TERMINATOR: DARK FATE (15)
D: Tim Miller
Paramount/20th Century Fox/Skydance/Tencent/Lightstorm (James Cameron & David Ellison)
US 2019
128 mins
Action/Science Fiction
W: David S. Goyer, Justin Rhodes & Billy Ray
DP: Ken Seng
Ed: Julian Clarke
Mus: Tom Holkenberg
Linda Hamilton (Sarah Connor), Arnold Schwarzenegger (T-800), Mackenzie Davis (Grace), Natalia Reyes (Dani Ramos), Gabriel Luna (Rev 9)
***SPOILER WARNING***
If you're counting, this is the sixth Terminator film and the first since 1991's Judgment Day with James Cameron's involvement, this time with producer duties and some contribution to the story, although how much is yet to be confirmed.
It's fair to say that the Terminator sequels post 1991 have been disappointing and while this film is better than Genisys, that isn't really an endorsement of praise.
Like 2015's Terminator: Genisys, this ties into the first two films, but also takes a massive dump on them with the direction the story takes the series in.
The film starts with footage from T2, before doing an Alien 3 and killing off a major character in a pre-credit sequence, despite this being the result of a plot hole of paradoxical proportions, making the events of the first two films completely redundant as John Connor is shot and killed by a rogue Terminator, simply because this film was made in 2019 and we can't have male heroes because of "toxic masculinity".
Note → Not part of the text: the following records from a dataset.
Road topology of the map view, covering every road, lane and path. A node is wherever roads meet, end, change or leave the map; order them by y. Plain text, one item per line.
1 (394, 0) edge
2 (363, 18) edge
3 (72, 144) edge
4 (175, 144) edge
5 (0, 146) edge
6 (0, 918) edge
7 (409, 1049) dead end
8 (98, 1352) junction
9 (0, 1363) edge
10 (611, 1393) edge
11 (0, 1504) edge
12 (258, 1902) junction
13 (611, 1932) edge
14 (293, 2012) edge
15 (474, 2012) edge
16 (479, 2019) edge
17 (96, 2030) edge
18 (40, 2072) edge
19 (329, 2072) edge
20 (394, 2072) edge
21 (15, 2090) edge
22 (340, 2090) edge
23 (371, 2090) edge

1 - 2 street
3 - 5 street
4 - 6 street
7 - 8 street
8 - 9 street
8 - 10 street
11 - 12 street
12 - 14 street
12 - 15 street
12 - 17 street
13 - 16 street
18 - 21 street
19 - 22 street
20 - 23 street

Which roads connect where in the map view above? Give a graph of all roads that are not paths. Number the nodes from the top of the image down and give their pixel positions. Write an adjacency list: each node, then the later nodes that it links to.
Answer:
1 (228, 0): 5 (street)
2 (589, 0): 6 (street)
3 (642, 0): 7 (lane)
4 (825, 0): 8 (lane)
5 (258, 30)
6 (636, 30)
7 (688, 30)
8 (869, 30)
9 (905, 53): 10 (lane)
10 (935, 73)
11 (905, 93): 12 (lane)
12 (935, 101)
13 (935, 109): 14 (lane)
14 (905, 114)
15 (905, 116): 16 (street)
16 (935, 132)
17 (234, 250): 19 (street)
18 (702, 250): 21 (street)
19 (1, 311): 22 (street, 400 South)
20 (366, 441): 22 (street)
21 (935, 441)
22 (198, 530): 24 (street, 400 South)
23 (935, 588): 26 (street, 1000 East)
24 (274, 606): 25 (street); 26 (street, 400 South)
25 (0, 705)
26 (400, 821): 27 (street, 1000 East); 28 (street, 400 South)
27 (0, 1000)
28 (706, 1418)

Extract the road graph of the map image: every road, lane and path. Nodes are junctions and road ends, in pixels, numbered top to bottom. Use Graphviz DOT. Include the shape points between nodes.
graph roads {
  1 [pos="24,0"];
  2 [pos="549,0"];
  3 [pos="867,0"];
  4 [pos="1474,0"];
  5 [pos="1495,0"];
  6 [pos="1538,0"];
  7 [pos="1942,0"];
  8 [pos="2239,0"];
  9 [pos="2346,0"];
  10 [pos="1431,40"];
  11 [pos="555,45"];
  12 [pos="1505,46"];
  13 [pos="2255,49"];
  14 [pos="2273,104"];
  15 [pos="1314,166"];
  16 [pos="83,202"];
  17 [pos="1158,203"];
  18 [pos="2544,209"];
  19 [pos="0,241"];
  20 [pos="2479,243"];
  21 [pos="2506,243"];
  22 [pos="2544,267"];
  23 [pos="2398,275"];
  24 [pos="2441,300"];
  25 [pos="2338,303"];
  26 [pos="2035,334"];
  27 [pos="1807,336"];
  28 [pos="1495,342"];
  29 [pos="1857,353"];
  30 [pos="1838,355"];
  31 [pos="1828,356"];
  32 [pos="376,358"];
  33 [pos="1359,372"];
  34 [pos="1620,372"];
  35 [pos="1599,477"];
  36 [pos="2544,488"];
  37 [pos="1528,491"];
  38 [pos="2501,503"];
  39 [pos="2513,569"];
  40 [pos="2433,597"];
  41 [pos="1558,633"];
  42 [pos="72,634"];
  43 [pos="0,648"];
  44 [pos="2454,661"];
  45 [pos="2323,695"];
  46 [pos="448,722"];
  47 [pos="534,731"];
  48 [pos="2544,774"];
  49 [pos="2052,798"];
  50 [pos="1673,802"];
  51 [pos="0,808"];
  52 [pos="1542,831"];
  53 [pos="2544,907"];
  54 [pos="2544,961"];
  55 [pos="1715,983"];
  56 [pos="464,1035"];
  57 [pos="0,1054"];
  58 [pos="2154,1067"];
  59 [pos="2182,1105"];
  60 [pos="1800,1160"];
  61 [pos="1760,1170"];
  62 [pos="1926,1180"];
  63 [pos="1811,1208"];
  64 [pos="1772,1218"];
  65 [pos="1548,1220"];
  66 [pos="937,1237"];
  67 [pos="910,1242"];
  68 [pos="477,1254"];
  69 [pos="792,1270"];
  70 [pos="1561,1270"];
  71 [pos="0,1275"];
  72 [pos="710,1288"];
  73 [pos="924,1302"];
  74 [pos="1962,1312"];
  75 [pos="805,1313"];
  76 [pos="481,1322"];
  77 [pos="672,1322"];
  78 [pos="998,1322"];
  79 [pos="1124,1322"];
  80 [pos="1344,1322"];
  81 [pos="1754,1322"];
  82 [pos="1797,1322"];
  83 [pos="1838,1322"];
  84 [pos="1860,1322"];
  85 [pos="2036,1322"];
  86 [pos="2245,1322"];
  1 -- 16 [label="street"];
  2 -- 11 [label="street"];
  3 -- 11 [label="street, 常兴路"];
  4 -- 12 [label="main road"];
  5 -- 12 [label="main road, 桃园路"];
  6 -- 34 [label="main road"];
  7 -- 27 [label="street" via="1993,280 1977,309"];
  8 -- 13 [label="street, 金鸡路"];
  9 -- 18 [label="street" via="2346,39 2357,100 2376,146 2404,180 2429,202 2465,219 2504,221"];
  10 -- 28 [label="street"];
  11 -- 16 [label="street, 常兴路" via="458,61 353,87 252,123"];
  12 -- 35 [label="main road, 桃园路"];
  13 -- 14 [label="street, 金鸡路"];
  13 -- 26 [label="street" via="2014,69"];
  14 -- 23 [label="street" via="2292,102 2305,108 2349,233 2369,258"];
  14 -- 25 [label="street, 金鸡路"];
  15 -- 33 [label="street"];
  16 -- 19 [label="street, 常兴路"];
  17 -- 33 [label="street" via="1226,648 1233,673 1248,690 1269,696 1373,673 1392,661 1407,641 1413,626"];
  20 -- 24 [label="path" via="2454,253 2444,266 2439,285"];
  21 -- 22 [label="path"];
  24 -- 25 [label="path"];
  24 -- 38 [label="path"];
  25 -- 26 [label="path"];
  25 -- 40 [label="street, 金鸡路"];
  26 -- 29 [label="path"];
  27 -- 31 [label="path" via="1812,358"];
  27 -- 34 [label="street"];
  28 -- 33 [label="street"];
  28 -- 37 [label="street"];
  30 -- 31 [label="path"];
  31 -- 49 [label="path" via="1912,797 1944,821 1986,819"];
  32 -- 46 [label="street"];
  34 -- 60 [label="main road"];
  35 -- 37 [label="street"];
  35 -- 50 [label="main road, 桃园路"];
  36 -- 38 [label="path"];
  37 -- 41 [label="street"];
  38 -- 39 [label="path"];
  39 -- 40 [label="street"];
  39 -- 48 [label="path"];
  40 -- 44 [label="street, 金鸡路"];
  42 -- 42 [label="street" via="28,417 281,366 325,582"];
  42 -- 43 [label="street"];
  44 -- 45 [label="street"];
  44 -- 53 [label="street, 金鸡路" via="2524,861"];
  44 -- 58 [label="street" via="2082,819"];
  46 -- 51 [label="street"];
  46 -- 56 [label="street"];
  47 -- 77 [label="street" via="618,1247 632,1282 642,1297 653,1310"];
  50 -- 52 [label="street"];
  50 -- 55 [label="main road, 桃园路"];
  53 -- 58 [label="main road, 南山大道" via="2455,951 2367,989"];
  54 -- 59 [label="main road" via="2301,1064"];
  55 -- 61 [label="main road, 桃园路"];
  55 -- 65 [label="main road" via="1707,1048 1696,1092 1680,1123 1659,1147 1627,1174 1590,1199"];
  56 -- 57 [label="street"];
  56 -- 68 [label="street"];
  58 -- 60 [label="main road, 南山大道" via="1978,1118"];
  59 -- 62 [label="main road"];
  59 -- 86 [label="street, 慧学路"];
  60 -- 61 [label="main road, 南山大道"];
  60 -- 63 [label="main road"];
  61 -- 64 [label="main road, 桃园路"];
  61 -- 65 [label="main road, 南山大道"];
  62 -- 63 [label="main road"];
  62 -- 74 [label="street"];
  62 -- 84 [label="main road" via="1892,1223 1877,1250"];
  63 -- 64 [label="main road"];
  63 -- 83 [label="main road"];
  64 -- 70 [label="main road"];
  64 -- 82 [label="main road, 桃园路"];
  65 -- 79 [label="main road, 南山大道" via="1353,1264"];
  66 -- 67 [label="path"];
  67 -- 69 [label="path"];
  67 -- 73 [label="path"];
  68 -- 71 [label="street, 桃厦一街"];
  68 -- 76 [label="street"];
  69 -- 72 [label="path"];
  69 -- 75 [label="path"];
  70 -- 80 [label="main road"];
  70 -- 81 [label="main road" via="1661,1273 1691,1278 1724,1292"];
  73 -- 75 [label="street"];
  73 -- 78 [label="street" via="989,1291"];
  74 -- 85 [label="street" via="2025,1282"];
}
Fast forward to 22 years later and another Terminator arrives from an AI-controlled future to assassinate Dani Ramos, who is this alternate future's equivalent to John Connor. Likewise with the other films, a protector is sent back in the form of Grace (Mackenzie Davis), a soldier from the future with enhanced strength and speed (if she's loaded up on pharmaceutical drugs, that is). Linda Hamilton completes the trifecta of women as Sarah Connor, now a "Terminator Hunter".
The trio survive the chase from the Rev 9, a terminator akin to Robert Patrick's T-1000 in T2, although this one has a liquid body that can separate from its metal exoskeleton, effectively becoming two killing machines.
The real Terminator, Arnold Schwarzenegger, is merely a cameo role here, as the Terminator who, having successfully completed his mission, develops a conscience and becomes a family man... it's very much played for laughs with a style of humour that really doesn't fit in a Terminator movie and just feels like the filmmakers are taking the piss to parody an iconic character.
The action set pieces are competently done and the special effects are decent, without being groundbreaking the way T2's were, but it's quite obvious that the studio were involved in every single aspect here, and merely using James Cameron's name as a marketing gimmick.
The movie itself is entertaining enough for its duration as sci-fi action fluff, but when the studio is trying to sell this as "the real sequel to Terminator 2", ignoring events from the other three sequels, I find it a bit conceited and insulting.
In fact, Terminator 3: Rise Of The Machines is a better film than this one. This just magpies ideas from the first two films and puts a gender switch in. Once again, Hollywood proves that it can't be bargained with, it can't be reasoned with, it doesn't feel pity and it absolutely will not stop... until this franchise is well and truly dead.